==== Material shown

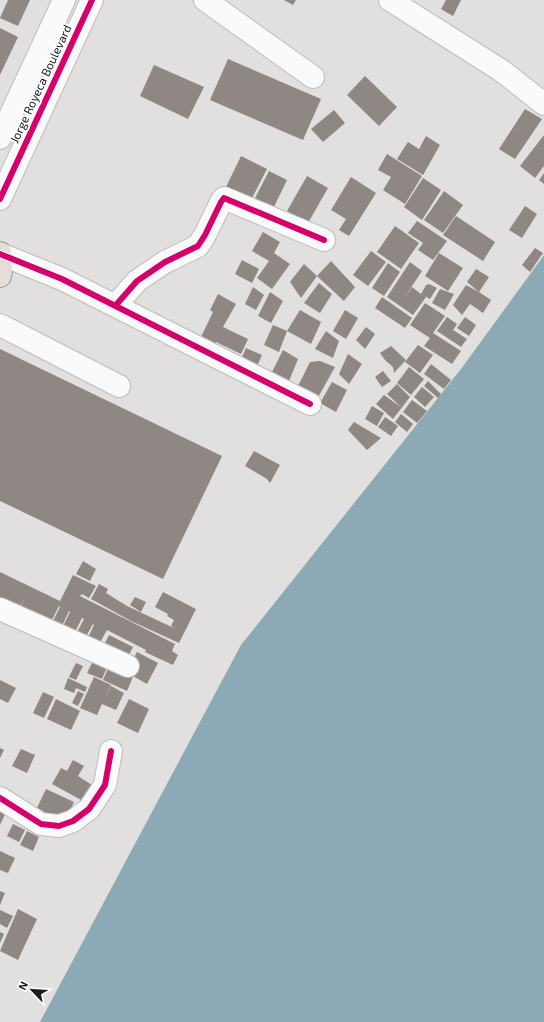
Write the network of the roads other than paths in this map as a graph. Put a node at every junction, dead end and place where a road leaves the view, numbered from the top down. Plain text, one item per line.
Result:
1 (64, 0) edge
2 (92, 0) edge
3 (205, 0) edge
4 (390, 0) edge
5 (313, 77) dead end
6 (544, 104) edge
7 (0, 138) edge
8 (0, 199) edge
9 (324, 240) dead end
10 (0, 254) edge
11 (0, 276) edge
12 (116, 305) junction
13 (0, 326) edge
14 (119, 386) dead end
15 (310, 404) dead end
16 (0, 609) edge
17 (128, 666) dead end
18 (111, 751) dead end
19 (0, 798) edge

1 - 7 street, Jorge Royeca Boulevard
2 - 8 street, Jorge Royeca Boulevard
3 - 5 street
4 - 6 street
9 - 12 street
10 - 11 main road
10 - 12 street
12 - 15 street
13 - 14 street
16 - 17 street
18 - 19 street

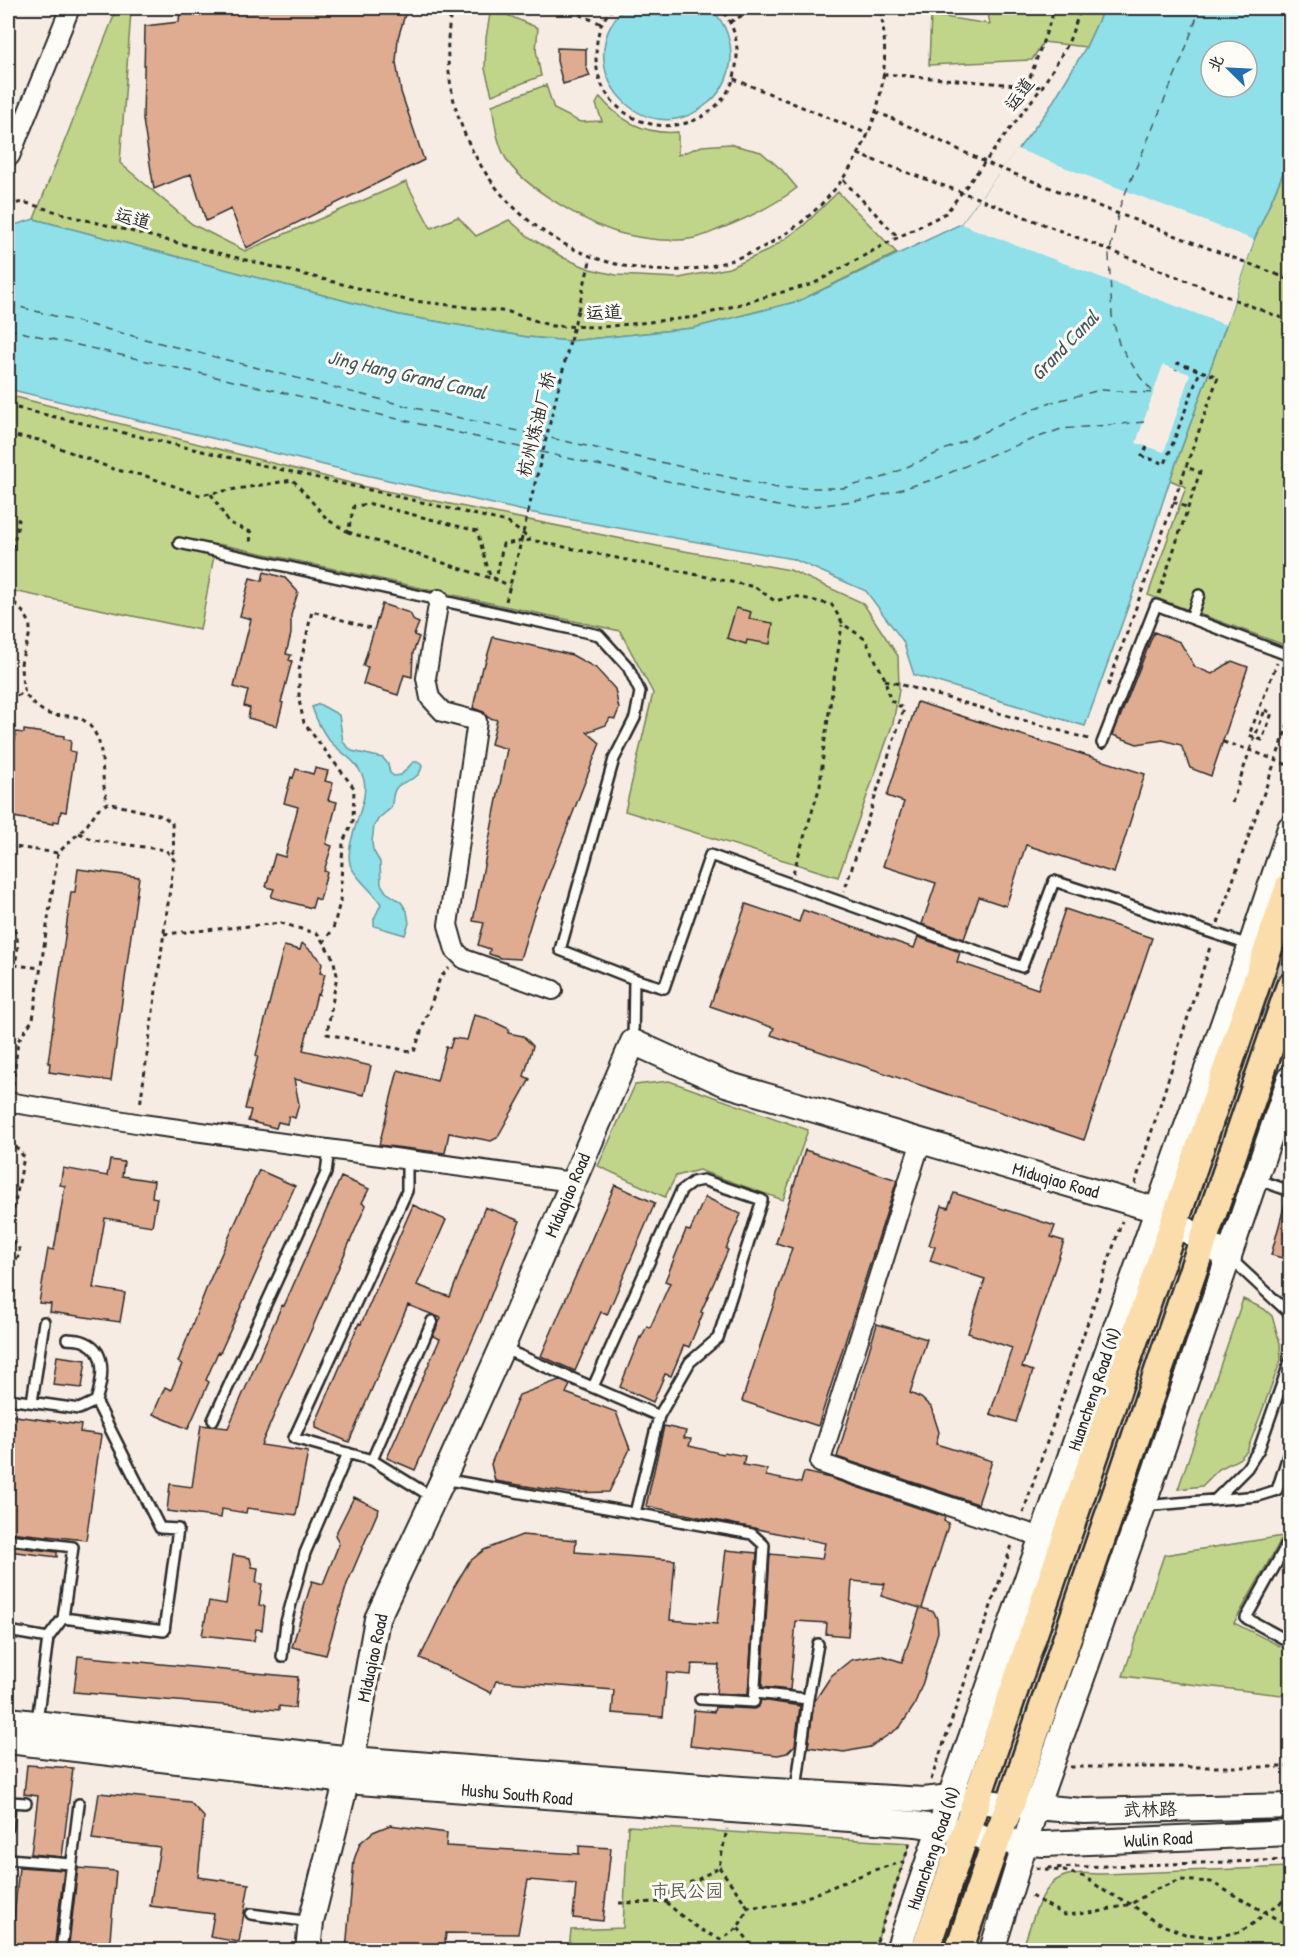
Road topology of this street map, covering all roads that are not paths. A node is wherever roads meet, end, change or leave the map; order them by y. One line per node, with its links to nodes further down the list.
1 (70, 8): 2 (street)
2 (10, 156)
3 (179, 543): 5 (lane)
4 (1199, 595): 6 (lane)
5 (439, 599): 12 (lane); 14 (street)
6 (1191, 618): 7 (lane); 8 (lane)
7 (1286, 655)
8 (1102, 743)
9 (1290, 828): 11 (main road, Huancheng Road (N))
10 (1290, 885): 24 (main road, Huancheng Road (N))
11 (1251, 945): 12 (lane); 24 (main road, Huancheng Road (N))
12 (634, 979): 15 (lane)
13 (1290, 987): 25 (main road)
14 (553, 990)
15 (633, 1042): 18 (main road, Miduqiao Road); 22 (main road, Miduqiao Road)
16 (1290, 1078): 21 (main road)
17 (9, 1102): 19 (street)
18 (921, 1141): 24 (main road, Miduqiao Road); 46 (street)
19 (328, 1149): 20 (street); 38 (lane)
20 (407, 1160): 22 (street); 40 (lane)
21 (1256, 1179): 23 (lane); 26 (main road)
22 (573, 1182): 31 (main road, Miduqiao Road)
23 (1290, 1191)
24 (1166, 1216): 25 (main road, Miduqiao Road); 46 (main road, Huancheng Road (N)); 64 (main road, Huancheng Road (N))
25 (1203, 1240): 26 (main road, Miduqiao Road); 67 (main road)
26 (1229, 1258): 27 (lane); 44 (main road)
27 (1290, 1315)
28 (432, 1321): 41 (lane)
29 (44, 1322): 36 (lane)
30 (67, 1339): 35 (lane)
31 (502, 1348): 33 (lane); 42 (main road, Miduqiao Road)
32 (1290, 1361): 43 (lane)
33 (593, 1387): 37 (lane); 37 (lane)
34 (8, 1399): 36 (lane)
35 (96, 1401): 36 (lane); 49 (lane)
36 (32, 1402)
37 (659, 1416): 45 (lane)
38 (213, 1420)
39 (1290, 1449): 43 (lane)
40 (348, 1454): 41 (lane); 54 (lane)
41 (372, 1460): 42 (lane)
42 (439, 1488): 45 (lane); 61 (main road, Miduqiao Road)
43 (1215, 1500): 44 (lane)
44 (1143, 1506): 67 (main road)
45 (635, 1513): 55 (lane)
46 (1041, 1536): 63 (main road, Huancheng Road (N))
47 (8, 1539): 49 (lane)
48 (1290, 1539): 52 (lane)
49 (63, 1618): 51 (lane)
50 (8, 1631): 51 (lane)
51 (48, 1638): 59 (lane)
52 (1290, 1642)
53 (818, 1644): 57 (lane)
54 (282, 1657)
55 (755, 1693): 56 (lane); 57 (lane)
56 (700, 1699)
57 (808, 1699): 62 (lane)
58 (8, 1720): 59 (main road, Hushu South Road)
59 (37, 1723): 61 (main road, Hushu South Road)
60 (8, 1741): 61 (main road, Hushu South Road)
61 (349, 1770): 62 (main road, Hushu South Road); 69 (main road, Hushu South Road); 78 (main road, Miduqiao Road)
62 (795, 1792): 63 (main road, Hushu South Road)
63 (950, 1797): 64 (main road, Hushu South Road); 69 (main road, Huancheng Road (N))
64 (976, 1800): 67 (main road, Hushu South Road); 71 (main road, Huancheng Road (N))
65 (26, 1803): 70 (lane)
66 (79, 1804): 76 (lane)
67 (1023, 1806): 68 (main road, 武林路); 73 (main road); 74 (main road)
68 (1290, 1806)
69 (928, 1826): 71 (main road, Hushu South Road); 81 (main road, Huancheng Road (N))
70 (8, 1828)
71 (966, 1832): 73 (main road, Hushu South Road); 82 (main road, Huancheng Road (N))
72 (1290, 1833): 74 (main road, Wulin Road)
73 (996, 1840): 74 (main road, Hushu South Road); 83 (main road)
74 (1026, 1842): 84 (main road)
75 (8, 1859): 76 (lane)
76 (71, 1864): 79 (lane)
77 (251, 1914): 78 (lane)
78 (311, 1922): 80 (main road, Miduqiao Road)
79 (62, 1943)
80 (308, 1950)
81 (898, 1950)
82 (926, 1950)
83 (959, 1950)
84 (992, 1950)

========

> Directions
None of the images should be copied, but every entry must be given again exactly.

> Output for this exercise
Write the network of the roads other than paths in this map as a graph. Put a node at every junction, dead end and place where a road leaves the view, numbered from the top down. Plain text, one item per line.
Result:
1 (64, 0) edge
2 (92, 0) edge
3 (205, 0) edge
4 (390, 0) edge
5 (313, 77) dead end
6 (544, 104) edge
7 (0, 138) edge
8 (0, 199) edge
9 (324, 240) dead end
10 (0, 254) edge
11 (0, 276) edge
12 (116, 305) junction
13 (0, 326) edge
14 (119, 386) dead end
15 (310, 404) dead end
16 (0, 609) edge
17 (128, 666) dead end
18 (111, 751) dead end
19 (0, 798) edge

1 - 7 street, Jorge Royeca Boulevard
2 - 8 street, Jorge Royeca Boulevard
3 - 5 street
4 - 6 street
9 - 12 street
10 - 11 main road
10 - 12 street
12 - 15 street
13 - 14 street
16 - 17 street
18 - 19 street

Road topology of this street map, covering all roads that are not paths. A node is wherever roads meet, end, change or leave the map; order them by y. One line per node, with its links to nodes further down the list.
1 (70, 8): 2 (street)
2 (10, 156)
3 (179, 543): 5 (lane)
4 (1199, 595): 6 (lane)
5 (439, 599): 12 (lane); 14 (street)
6 (1191, 618): 7 (lane); 8 (lane)
7 (1286, 655)
8 (1102, 743)
9 (1290, 828): 11 (main road, Huancheng Road (N))
10 (1290, 885): 24 (main road, Huancheng Road (N))
11 (1251, 945): 12 (lane); 24 (main road, Huancheng Road (N))
12 (634, 979): 15 (lane)
13 (1290, 987): 25 (main road)
14 (553, 990)
15 (633, 1042): 18 (main road, Miduqiao Road); 22 (main road, Miduqiao Road)
16 (1290, 1078): 21 (main road)
17 (9, 1102): 19 (street)
18 (921, 1141): 24 (main road, Miduqiao Road); 46 (street)
19 (328, 1149): 20 (street); 38 (lane)
20 (407, 1160): 22 (street); 40 (lane)
21 (1256, 1179): 23 (lane); 26 (main road)
22 (573, 1182): 31 (main road, Miduqiao Road)
23 (1290, 1191)
24 (1166, 1216): 25 (main road, Miduqiao Road); 46 (main road, Huancheng Road (N)); 64 (main road, Huancheng Road (N))
25 (1203, 1240): 26 (main road, Miduqiao Road); 67 (main road)
26 (1229, 1258): 27 (lane); 44 (main road)
27 (1290, 1315)
28 (432, 1321): 41 (lane)
29 (44, 1322): 36 (lane)
30 (67, 1339): 35 (lane)
31 (502, 1348): 33 (lane); 42 (main road, Miduqiao Road)
32 (1290, 1361): 43 (lane)
33 (593, 1387): 37 (lane); 37 (lane)
34 (8, 1399): 36 (lane)
35 (96, 1401): 36 (lane); 49 (lane)
36 (32, 1402)
37 (659, 1416): 45 (lane)
38 (213, 1420)
39 (1290, 1449): 43 (lane)
40 (348, 1454): 41 (lane); 54 (lane)
41 (372, 1460): 42 (lane)
42 (439, 1488): 45 (lane); 61 (main road, Miduqiao Road)
43 (1215, 1500): 44 (lane)
44 (1143, 1506): 67 (main road)
45 (635, 1513): 55 (lane)
46 (1041, 1536): 63 (main road, Huancheng Road (N))
47 (8, 1539): 49 (lane)
48 (1290, 1539): 52 (lane)
49 (63, 1618): 51 (lane)
50 (8, 1631): 51 (lane)
51 (48, 1638): 59 (lane)
52 (1290, 1642)
53 (818, 1644): 57 (lane)
54 (282, 1657)
55 (755, 1693): 56 (lane); 57 (lane)
56 (700, 1699)
57 (808, 1699): 62 (lane)
58 (8, 1720): 59 (main road, Hushu South Road)
59 (37, 1723): 61 (main road, Hushu South Road)
60 (8, 1741): 61 (main road, Hushu South Road)
61 (349, 1770): 62 (main road, Hushu South Road); 69 (main road, Hushu South Road); 78 (main road, Miduqiao Road)
62 (795, 1792): 63 (main road, Hushu South Road)
63 (950, 1797): 64 (main road, Hushu South Road); 69 (main road, Huancheng Road (N))
64 (976, 1800): 67 (main road, Hushu South Road); 71 (main road, Huancheng Road (N))
65 (26, 1803): 70 (lane)
66 (79, 1804): 76 (lane)
67 (1023, 1806): 68 (main road, 武林路); 73 (main road); 74 (main road)
68 (1290, 1806)
69 (928, 1826): 71 (main road, Hushu South Road); 81 (main road, Huancheng Road (N))
70 (8, 1828)
71 (966, 1832): 73 (main road, Hushu South Road); 82 (main road, Huancheng Road (N))
72 (1290, 1833): 74 (main road, Wulin Road)
73 (996, 1840): 74 (main road, Hushu South Road); 83 (main road)
74 (1026, 1842): 84 (main road)
75 (8, 1859): 76 (lane)
76 (71, 1864): 79 (lane)
77 (251, 1914): 78 (lane)
78 (311, 1922): 80 (main road, Miduqiao Road)
79 (62, 1943)
80 (308, 1950)
81 (898, 1950)
82 (926, 1950)
83 (959, 1950)
84 (992, 1950)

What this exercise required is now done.